WHAT THIS TASK INVOLVES: Output all records below verbatim.
*** Opening of DATA RECORDS ***
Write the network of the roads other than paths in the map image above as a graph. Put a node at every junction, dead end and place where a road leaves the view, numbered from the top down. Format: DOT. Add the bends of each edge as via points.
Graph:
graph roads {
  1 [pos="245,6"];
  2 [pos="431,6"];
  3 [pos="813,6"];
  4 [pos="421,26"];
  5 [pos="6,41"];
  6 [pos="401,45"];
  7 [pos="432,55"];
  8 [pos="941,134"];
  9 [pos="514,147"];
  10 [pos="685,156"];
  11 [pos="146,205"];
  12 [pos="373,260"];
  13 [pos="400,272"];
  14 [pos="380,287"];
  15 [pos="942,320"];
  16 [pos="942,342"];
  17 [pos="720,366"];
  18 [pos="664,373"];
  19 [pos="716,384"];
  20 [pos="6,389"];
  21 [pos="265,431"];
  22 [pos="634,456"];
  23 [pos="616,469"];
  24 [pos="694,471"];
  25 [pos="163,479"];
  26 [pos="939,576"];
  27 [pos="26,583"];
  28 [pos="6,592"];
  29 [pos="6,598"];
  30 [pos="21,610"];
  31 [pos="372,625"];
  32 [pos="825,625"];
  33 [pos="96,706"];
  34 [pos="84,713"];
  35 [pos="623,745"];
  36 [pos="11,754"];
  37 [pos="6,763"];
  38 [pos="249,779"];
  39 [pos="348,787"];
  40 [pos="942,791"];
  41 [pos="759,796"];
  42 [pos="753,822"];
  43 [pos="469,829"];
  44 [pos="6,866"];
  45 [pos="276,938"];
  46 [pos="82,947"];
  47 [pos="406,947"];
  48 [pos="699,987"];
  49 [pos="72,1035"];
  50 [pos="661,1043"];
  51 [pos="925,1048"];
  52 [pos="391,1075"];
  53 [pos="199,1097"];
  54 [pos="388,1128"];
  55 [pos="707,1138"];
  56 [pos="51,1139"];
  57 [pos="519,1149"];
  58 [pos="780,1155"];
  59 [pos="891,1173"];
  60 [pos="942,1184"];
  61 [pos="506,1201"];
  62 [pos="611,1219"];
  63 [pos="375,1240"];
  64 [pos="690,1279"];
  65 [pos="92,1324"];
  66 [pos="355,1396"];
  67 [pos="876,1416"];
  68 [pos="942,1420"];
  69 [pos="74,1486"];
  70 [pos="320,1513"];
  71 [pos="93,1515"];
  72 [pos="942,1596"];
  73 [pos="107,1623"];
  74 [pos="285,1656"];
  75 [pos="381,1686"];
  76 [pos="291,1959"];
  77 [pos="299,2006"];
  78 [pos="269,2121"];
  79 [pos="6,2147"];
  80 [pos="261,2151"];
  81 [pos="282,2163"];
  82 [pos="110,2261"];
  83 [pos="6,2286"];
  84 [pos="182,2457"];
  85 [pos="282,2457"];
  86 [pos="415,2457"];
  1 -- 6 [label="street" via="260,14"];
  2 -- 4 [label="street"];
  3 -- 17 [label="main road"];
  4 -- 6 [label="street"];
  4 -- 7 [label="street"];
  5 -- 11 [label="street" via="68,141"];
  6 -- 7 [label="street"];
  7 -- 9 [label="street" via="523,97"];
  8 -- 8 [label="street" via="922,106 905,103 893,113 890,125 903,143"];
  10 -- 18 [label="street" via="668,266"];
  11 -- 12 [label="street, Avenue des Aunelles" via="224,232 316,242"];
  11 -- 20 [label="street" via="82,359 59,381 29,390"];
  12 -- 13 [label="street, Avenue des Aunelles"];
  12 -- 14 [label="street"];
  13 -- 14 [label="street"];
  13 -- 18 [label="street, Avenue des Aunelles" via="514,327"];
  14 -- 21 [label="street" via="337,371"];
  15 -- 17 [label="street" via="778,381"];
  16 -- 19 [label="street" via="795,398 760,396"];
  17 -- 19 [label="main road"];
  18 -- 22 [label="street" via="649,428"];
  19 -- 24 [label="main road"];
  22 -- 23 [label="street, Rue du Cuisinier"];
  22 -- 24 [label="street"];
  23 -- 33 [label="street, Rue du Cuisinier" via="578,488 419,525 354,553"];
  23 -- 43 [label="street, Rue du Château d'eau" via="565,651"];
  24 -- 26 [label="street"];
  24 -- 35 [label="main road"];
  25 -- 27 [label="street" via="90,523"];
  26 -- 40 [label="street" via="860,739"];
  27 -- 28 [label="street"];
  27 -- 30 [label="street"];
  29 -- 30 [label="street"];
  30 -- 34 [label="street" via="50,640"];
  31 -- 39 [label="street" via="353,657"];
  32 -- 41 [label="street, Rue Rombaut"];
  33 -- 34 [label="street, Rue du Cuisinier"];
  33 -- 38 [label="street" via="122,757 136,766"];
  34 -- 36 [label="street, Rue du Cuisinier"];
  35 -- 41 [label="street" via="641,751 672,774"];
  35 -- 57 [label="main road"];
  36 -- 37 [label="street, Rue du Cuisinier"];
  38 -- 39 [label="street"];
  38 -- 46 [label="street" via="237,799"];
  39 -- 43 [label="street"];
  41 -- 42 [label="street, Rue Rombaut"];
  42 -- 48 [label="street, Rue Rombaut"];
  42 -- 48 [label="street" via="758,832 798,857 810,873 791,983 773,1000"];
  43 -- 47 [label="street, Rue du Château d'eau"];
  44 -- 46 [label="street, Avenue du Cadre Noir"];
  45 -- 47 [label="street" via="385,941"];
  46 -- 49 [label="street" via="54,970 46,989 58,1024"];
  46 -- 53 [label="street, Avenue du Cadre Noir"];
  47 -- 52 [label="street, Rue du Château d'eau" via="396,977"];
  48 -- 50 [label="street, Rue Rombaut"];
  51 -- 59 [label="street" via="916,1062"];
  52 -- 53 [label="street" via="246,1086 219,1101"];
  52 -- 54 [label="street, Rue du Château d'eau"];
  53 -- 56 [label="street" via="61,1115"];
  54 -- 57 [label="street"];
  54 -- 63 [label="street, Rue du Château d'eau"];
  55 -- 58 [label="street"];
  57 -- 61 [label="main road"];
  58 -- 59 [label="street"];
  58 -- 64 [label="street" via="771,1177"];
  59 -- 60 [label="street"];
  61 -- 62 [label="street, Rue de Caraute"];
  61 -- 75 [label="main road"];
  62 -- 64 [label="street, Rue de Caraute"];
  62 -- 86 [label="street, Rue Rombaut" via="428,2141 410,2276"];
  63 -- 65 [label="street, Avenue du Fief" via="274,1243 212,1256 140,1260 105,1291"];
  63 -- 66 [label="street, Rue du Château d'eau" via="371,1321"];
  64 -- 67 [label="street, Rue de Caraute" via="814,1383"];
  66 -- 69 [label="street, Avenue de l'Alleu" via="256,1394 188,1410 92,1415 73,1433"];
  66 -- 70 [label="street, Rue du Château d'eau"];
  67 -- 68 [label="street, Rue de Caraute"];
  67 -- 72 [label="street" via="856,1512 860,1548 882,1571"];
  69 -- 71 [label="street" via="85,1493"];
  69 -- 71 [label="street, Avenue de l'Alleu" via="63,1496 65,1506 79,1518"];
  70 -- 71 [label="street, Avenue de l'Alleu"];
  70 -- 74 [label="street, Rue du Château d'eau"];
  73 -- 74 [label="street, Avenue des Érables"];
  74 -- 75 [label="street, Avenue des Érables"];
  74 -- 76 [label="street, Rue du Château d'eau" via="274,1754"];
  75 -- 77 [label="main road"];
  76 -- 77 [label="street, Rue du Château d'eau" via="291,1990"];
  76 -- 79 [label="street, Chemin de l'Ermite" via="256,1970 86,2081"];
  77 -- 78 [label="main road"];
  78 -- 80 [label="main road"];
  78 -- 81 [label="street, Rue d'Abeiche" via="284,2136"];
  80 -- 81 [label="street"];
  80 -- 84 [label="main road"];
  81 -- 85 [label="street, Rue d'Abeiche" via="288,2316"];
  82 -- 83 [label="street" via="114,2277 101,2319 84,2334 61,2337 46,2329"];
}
*** Close of DATA RECORDS ***
RESULT OF THE EXERCISE:
Write the network of the roads other than paths in the map image above as a graph. Put a node at every junction, dead end and place where a road leaves the view, numbered from the top down. Format: DOT. Add the bends of each edge as via points.
Graph:
graph roads {
  1 [pos="245,6"];
  2 [pos="431,6"];
  3 [pos="813,6"];
  4 [pos="421,26"];
  5 [pos="6,41"];
  6 [pos="401,45"];
  7 [pos="432,55"];
  8 [pos="941,134"];
  9 [pos="514,147"];
  10 [pos="685,156"];
  11 [pos="146,205"];
  12 [pos="373,260"];
  13 [pos="400,272"];
  14 [pos="380,287"];
  15 [pos="942,320"];
  16 [pos="942,342"];
  17 [pos="720,366"];
  18 [pos="664,373"];
  19 [pos="716,384"];
  20 [pos="6,389"];
  21 [pos="265,431"];
  22 [pos="634,456"];
  23 [pos="616,469"];
  24 [pos="694,471"];
  25 [pos="163,479"];
  26 [pos="939,576"];
  27 [pos="26,583"];
  28 [pos="6,592"];
  29 [pos="6,598"];
  30 [pos="21,610"];
  31 [pos="372,625"];
  32 [pos="825,625"];
  33 [pos="96,706"];
  34 [pos="84,713"];
  35 [pos="623,745"];
  36 [pos="11,754"];
  37 [pos="6,763"];
  38 [pos="249,779"];
  39 [pos="348,787"];
  40 [pos="942,791"];
  41 [pos="759,796"];
  42 [pos="753,822"];
  43 [pos="469,829"];
  44 [pos="6,866"];
  45 [pos="276,938"];
  46 [pos="82,947"];
  47 [pos="406,947"];
  48 [pos="699,987"];
  49 [pos="72,1035"];
  50 [pos="661,1043"];
  51 [pos="925,1048"];
  52 [pos="391,1075"];
  53 [pos="199,1097"];
  54 [pos="388,1128"];
  55 [pos="707,1138"];
  56 [pos="51,1139"];
  57 [pos="519,1149"];
  58 [pos="780,1155"];
  59 [pos="891,1173"];
  60 [pos="942,1184"];
  61 [pos="506,1201"];
  62 [pos="611,1219"];
  63 [pos="375,1240"];
  64 [pos="690,1279"];
  65 [pos="92,1324"];
  66 [pos="355,1396"];
  67 [pos="876,1416"];
  68 [pos="942,1420"];
  69 [pos="74,1486"];
  70 [pos="320,1513"];
  71 [pos="93,1515"];
  72 [pos="942,1596"];
  73 [pos="107,1623"];
  74 [pos="285,1656"];
  75 [pos="381,1686"];
  76 [pos="291,1959"];
  77 [pos="299,2006"];
  78 [pos="269,2121"];
  79 [pos="6,2147"];
  80 [pos="261,2151"];
  81 [pos="282,2163"];
  82 [pos="110,2261"];
  83 [pos="6,2286"];
  84 [pos="182,2457"];
  85 [pos="282,2457"];
  86 [pos="415,2457"];
  1 -- 6 [label="street" via="260,14"];
  2 -- 4 [label="street"];
  3 -- 17 [label="main road"];
  4 -- 6 [label="street"];
  4 -- 7 [label="street"];
  5 -- 11 [label="street" via="68,141"];
  6 -- 7 [label="street"];
  7 -- 9 [label="street" via="523,97"];
  8 -- 8 [label="street" via="922,106 905,103 893,113 890,125 903,143"];
  10 -- 18 [label="street" via="668,266"];
  11 -- 12 [label="street, Avenue des Aunelles" via="224,232 316,242"];
  11 -- 20 [label="street" via="82,359 59,381 29,390"];
  12 -- 13 [label="street, Avenue des Aunelles"];
  12 -- 14 [label="street"];
  13 -- 14 [label="street"];
  13 -- 18 [label="street, Avenue des Aunelles" via="514,327"];
  14 -- 21 [label="street" via="337,371"];
  15 -- 17 [label="street" via="778,381"];
  16 -- 19 [label="street" via="795,398 760,396"];
  17 -- 19 [label="main road"];
  18 -- 22 [label="street" via="649,428"];
  19 -- 24 [label="main road"];
  22 -- 23 [label="street, Rue du Cuisinier"];
  22 -- 24 [label="street"];
  23 -- 33 [label="street, Rue du Cuisinier" via="578,488 419,525 354,553"];
  23 -- 43 [label="street, Rue du Château d'eau" via="565,651"];
  24 -- 26 [label="street"];
  24 -- 35 [label="main road"];
  25 -- 27 [label="street" via="90,523"];
  26 -- 40 [label="street" via="860,739"];
  27 -- 28 [label="street"];
  27 -- 30 [label="street"];
  29 -- 30 [label="street"];
  30 -- 34 [label="street" via="50,640"];
  31 -- 39 [label="street" via="353,657"];
  32 -- 41 [label="street, Rue Rombaut"];
  33 -- 34 [label="street, Rue du Cuisinier"];
  33 -- 38 [label="street" via="122,757 136,766"];
  34 -- 36 [label="street, Rue du Cuisinier"];
  35 -- 41 [label="street" via="641,751 672,774"];
  35 -- 57 [label="main road"];
  36 -- 37 [label="street, Rue du Cuisinier"];
  38 -- 39 [label="street"];
  38 -- 46 [label="street" via="237,799"];
  39 -- 43 [label="street"];
  41 -- 42 [label="street, Rue Rombaut"];
  42 -- 48 [label="street, Rue Rombaut"];
  42 -- 48 [label="street" via="758,832 798,857 810,873 791,983 773,1000"];
  43 -- 47 [label="street, Rue du Château d'eau"];
  44 -- 46 [label="street, Avenue du Cadre Noir"];
  45 -- 47 [label="street" via="385,941"];
  46 -- 49 [label="street" via="54,970 46,989 58,1024"];
  46 -- 53 [label="street, Avenue du Cadre Noir"];
  47 -- 52 [label="street, Rue du Château d'eau" via="396,977"];
  48 -- 50 [label="street, Rue Rombaut"];
  51 -- 59 [label="street" via="916,1062"];
  52 -- 53 [label="street" via="246,1086 219,1101"];
  52 -- 54 [label="street, Rue du Château d'eau"];
  53 -- 56 [label="street" via="61,1115"];
  54 -- 57 [label="street"];
  54 -- 63 [label="street, Rue du Château d'eau"];
  55 -- 58 [label="street"];
  57 -- 61 [label="main road"];
  58 -- 59 [label="street"];
  58 -- 64 [label="street" via="771,1177"];
  59 -- 60 [label="street"];
  61 -- 62 [label="street, Rue de Caraute"];
  61 -- 75 [label="main road"];
  62 -- 64 [label="street, Rue de Caraute"];
  62 -- 86 [label="street, Rue Rombaut" via="428,2141 410,2276"];
  63 -- 65 [label="street, Avenue du Fief" via="274,1243 212,1256 140,1260 105,1291"];
  63 -- 66 [label="street, Rue du Château d'eau" via="371,1321"];
  64 -- 67 [label="street, Rue de Caraute" via="814,1383"];
  66 -- 69 [label="street, Avenue de l'Alleu" via="256,1394 188,1410 92,1415 73,1433"];
  66 -- 70 [label="street, Rue du Château d'eau"];
  67 -- 68 [label="street, Rue de Caraute"];
  67 -- 72 [label="street" via="856,1512 860,1548 882,1571"];
  69 -- 71 [label="street" via="85,1493"];
  69 -- 71 [label="street, Avenue de l'Alleu" via="63,1496 65,1506 79,1518"];
  70 -- 71 [label="street, Avenue de l'Alleu"];
  70 -- 74 [label="street, Rue du Château d'eau"];
  73 -- 74 [label="street, Avenue des Érables"];
  74 -- 75 [label="street, Avenue des Érables"];
  74 -- 76 [label="street, Rue du Château d'eau" via="274,1754"];
  75 -- 77 [label="main road"];
  76 -- 77 [label="street, Rue du Château d'eau" via="291,1990"];
  76 -- 79 [label="street, Chemin de l'Ermite" via="256,1970 86,2081"];
  77 -- 78 [label="main road"];
  78 -- 80 [label="main road"];
  78 -- 81 [label="street, Rue d'Abeiche" via="284,2136"];
  80 -- 81 [label="street"];
  80 -- 84 [label="main road"];
  81 -- 85 [label="street, Rue d'Abeiche" via="288,2316"];
  82 -- 83 [label="street" via="114,2277 101,2319 84,2334 61,2337 46,2329"];
}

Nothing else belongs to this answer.